Hundreds of eyes stared at the looming, suspended structure. How could this be a indoor climbing wall?! The unusual obstacles ahead set the adrenaline flowing. Suspended above the exhibition floor the variety of volumes, stalactites and barrels wobbled disconcertingly, beckoning the next climber to attempt to reach the Ford Ranger car at the end of the sickeningly steep climb.
Out 4th on the Saturday I had little time to watch other climbers before I was on the shaking wall, climbing to beat the clock. We had just 10 minutes to reach the Ford Ranger car and hit the buzzer and although this sounds ages to be hanging off holds at such overhanging angles, time sped quickly on.. Slightly seasick, I soon found myself past the beginning section with only 3 and ½ minutes to spare. The heat was excruciating and I was very pumped. After a quick no hands rest on a more agreeable angle I was ready to attempt what was said to be the hardest part of the climb: the stalactites. Wrapping arms and legs around the dangling spikes I slowly progressed across them. Nearing the end of that section I could hear the commentator shouting I had 30 seconds remaining. Boxed out my brain, I could no longer move and clinging my whole body around one of the stalactites I tried desperately to work out how to do the next bit. Too hot and pumped I heard the count down from 10 and then let go. My whole body felt relieved to be flying to the ground.
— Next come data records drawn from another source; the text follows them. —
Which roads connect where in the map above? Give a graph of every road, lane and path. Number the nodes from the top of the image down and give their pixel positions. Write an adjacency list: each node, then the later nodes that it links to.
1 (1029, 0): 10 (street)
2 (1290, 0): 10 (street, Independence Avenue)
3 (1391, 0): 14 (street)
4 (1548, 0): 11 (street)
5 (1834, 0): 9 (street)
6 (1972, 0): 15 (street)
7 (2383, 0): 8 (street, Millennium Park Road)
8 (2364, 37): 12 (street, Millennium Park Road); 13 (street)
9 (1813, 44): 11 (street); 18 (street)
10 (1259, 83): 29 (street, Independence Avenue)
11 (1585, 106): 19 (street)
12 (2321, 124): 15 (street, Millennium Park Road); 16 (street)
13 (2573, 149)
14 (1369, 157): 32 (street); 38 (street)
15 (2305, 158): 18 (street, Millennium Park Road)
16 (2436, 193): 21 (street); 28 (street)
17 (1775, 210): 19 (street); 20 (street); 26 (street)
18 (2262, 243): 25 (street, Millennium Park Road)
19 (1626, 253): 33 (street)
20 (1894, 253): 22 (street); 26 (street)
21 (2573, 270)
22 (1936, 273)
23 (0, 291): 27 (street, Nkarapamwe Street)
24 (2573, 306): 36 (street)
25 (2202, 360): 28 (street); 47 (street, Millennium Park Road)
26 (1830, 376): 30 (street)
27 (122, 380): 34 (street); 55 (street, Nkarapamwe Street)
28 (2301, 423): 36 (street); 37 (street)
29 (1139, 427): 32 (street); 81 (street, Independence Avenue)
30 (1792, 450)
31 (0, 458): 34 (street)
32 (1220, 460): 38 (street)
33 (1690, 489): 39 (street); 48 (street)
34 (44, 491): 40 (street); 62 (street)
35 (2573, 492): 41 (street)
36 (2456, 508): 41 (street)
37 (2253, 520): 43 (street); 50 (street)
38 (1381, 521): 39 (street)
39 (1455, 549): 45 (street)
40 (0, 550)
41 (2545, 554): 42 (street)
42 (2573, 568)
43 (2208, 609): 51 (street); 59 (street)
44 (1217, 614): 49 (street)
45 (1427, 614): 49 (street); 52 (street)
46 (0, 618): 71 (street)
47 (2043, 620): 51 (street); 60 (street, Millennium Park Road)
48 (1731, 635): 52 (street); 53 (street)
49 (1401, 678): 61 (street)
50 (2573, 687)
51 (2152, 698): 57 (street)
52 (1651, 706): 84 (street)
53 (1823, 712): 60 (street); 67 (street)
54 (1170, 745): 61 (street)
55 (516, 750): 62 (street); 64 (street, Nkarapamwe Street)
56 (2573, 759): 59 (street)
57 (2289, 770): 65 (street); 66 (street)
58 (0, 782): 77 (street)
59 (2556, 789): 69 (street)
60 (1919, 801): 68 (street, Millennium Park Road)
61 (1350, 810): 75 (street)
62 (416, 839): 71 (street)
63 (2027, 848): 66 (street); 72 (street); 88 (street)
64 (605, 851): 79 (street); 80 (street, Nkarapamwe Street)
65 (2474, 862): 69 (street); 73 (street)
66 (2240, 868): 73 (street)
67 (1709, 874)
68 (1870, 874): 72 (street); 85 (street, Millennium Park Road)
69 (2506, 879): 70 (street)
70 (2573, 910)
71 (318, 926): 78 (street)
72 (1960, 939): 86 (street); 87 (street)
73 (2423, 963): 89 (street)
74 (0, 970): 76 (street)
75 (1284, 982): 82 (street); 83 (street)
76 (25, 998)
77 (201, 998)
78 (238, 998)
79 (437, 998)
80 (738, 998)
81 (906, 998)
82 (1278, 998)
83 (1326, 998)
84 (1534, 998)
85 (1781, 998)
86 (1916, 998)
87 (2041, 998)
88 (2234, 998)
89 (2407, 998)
In joint 3rd I was buzzing yet very nervous to climb once more for the final on the Sunday. The final was an onsight attempt with 6 minutes viewing time and isolation. Although I am quite used to this system the wait in isolation was one of the worst. Hearing the crowd and waiting much longer than an average comp route built up my nerves. We had 15 minutes to complete the final route but it looked much harder than the qualifiers.
With one climber to go we had to sit in a seat facing the audience whilst we saw the crowd watching the climber on the route. This was the ultimate nerve booster but when hearing that the last girl fall and that she I had got the furthest so far I was determined to climb well. So much for determination…I started the first bit with too much trepidation and after an awkward clip I felt ready to give up. I was really pumped and have no idea how I pressed on through the steep initial section. Climbing with no style and rushing to the most welcoming hands off rest in the world I decided to sort my head. Looking at the clock I realised I was ok…if I could only get a little less pumped I could definitely keep pulling. The flatter sections of the wall were pleasant, yet they didn’t last long and I was soon ready for the stalactites again. Pulling across I climbed fast, determined once more to not make mistakes and getting as many knee bars as possible. Forearms pumping I was through the stalactites and onto the new ground of the last box. Here we had to climb underneath it and in the condition I was in (boxed and boiling) I was not ready for it. Grabbing at each hold as they came I was upside down and flying out for the first hold past the lip. To my amazement I caught it! I could hear the crowd now and I couldn’t think any longer. With only 4 holds remaining I made a blind slap for the next hold I was once again, thankfully, flying through the air and hearing I was in first place so far with only 2 climbers left to climb.
Unable to stand up I watched both of those girls climb past me by either a hold or 4. I was happy; 3rd place was £250 and a medal.